* Action item *
An identical copy of the records below is the expected result.
== Extracted information
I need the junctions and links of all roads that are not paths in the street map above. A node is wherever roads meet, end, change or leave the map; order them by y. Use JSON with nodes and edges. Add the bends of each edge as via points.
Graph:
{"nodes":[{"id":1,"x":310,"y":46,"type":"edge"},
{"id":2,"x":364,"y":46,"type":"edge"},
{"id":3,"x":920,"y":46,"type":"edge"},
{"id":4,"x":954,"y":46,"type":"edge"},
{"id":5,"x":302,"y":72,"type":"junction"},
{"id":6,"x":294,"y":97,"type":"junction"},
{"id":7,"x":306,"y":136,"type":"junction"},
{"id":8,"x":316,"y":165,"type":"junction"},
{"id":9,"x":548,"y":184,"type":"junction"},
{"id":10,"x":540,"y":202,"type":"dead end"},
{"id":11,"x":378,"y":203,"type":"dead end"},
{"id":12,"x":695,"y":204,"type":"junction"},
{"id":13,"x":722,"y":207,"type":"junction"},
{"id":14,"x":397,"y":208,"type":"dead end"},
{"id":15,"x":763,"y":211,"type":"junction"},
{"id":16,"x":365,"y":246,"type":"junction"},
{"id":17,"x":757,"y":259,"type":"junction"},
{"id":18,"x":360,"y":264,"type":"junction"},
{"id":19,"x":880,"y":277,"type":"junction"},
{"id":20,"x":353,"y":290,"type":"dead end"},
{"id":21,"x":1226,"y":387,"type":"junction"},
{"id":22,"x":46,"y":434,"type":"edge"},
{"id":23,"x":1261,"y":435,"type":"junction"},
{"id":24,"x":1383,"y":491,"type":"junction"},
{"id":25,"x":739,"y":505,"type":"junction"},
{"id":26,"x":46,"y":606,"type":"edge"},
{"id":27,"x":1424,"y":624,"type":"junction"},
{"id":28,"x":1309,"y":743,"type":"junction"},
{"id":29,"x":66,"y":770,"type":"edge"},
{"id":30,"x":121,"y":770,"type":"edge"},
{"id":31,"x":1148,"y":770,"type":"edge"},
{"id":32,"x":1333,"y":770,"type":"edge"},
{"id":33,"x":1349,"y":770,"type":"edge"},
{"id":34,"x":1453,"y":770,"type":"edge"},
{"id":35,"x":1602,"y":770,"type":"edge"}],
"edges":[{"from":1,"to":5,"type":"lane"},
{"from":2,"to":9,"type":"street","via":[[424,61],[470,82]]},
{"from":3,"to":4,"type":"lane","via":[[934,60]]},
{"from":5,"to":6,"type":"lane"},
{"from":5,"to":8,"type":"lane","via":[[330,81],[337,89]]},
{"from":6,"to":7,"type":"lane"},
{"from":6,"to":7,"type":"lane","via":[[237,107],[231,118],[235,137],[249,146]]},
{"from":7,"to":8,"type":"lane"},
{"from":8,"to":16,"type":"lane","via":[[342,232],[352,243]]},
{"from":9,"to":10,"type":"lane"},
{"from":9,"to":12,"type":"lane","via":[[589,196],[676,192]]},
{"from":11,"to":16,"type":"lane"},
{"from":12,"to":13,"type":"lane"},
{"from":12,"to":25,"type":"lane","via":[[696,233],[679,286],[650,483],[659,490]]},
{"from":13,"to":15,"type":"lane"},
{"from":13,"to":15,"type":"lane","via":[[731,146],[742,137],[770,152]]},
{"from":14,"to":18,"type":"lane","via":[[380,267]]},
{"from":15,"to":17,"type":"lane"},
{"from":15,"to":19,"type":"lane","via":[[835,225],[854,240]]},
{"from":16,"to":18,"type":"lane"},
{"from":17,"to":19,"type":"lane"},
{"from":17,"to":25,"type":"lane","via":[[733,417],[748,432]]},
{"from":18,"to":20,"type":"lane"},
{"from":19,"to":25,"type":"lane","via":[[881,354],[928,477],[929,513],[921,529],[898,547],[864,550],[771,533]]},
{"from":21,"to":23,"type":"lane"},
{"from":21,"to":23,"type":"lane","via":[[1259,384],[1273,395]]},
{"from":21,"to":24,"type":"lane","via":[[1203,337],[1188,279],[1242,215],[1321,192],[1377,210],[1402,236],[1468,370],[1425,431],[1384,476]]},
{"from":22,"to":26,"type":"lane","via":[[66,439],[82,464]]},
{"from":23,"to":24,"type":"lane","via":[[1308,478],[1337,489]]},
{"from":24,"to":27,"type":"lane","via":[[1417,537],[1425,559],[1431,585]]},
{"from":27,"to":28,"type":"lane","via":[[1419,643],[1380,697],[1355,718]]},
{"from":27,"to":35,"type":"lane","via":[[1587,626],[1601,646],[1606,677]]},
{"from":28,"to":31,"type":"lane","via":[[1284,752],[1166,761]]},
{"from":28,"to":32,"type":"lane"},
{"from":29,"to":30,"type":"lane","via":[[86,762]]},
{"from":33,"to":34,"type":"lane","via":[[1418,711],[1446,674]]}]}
====
* Solution for this exercise *
I need the junctions and links of all roads that are not paths in the street map above. A node is wherever roads meet, end, change or leave the map; order them by y. Use JSON with nodes and edges. Add the bends of each edge as via points.
Graph:
{"nodes":[{"id":1,"x":310,"y":46,"type":"edge"},
{"id":2,"x":364,"y":46,"type":"edge"},
{"id":3,"x":920,"y":46,"type":"edge"},
{"id":4,"x":954,"y":46,"type":"edge"},
{"id":5,"x":302,"y":72,"type":"junction"},
{"id":6,"x":294,"y":97,"type":"junction"},
{"id":7,"x":306,"y":136,"type":"junction"},
{"id":8,"x":316,"y":165,"type":"junction"},
{"id":9,"x":548,"y":184,"type":"junction"},
{"id":10,"x":540,"y":202,"type":"dead end"},
{"id":11,"x":378,"y":203,"type":"dead end"},
{"id":12,"x":695,"y":204,"type":"junction"},
{"id":13,"x":722,"y":207,"type":"junction"},
{"id":14,"x":397,"y":208,"type":"dead end"},
{"id":15,"x":763,"y":211,"type":"junction"},
{"id":16,"x":365,"y":246,"type":"junction"},
{"id":17,"x":757,"y":259,"type":"junction"},
{"id":18,"x":360,"y":264,"type":"junction"},
{"id":19,"x":880,"y":277,"type":"junction"},
{"id":20,"x":353,"y":290,"type":"dead end"},
{"id":21,"x":1226,"y":387,"type":"junction"},
{"id":22,"x":46,"y":434,"type":"edge"},
{"id":23,"x":1261,"y":435,"type":"junction"},
{"id":24,"x":1383,"y":491,"type":"junction"},
{"id":25,"x":739,"y":505,"type":"junction"},
{"id":26,"x":46,"y":606,"type":"edge"},
{"id":27,"x":1424,"y":624,"type":"junction"},
{"id":28,"x":1309,"y":743,"type":"junction"},
{"id":29,"x":66,"y":770,"type":"edge"},
{"id":30,"x":121,"y":770,"type":"edge"},
{"id":31,"x":1148,"y":770,"type":"edge"},
{"id":32,"x":1333,"y":770,"type":"edge"},
{"id":33,"x":1349,"y":770,"type":"edge"},
{"id":34,"x":1453,"y":770,"type":"edge"},
{"id":35,"x":1602,"y":770,"type":"edge"}],
"edges":[{"from":1,"to":5,"type":"lane"},
{"from":2,"to":9,"type":"street","via":[[424,61],[470,82]]},
{"from":3,"to":4,"type":"lane","via":[[934,60]]},
{"from":5,"to":6,"type":"lane"},
{"from":5,"to":8,"type":"lane","via":[[330,81],[337,89]]},
{"from":6,"to":7,"type":"lane"},
{"from":6,"to":7,"type":"lane","via":[[237,107],[231,118],[235,137],[249,146]]},
{"from":7,"to":8,"type":"lane"},
{"from":8,"to":16,"type":"lane","via":[[342,232],[352,243]]},
{"from":9,"to":10,"type":"lane"},
{"from":9,"to":12,"type":"lane","via":[[589,196],[676,192]]},
{"from":11,"to":16,"type":"lane"},
{"from":12,"to":13,"type":"lane"},
{"from":12,"to":25,"type":"lane","via":[[696,233],[679,286],[650,483],[659,490]]},
{"from":13,"to":15,"type":"lane"},
{"from":13,"to":15,"type":"lane","via":[[731,146],[742,137],[770,152]]},
{"from":14,"to":18,"type":"lane","via":[[380,267]]},
{"from":15,"to":17,"type":"lane"},
{"from":15,"to":19,"type":"lane","via":[[835,225],[854,240]]},
{"from":16,"to":18,"type":"lane"},
{"from":17,"to":19,"type":"lane"},
{"from":17,"to":25,"type":"lane","via":[[733,417],[748,432]]},
{"from":18,"to":20,"type":"lane"},
{"from":19,"to":25,"type":"lane","via":[[881,354],[928,477],[929,513],[921,529],[898,547],[864,550],[771,533]]},
{"from":21,"to":23,"type":"lane"},
{"from":21,"to":23,"type":"lane","via":[[1259,384],[1273,395]]},
{"from":21,"to":24,"type":"lane","via":[[1203,337],[1188,279],[1242,215],[1321,192],[1377,210],[1402,236],[1468,370],[1425,431],[1384,476]]},
{"from":22,"to":26,"type":"lane","via":[[66,439],[82,464]]},
{"from":23,"to":24,"type":"lane","via":[[1308,478],[1337,489]]},
{"from":24,"to":27,"type":"lane","via":[[1417,537],[1425,559],[1431,585]]},
{"from":27,"to":28,"type":"lane","via":[[1419,643],[1380,697],[1355,718]]},
{"from":27,"to":35,"type":"lane","via":[[1587,626],[1601,646],[1606,677]]},
{"from":28,"to":31,"type":"lane","via":[[1284,752],[1166,761]]},
{"from":28,"to":32,"type":"lane"},
{"from":29,"to":30,"type":"lane","via":[[86,762]]},
{"from":33,"to":34,"type":"lane","via":[[1418,711],[1446,674]]}]}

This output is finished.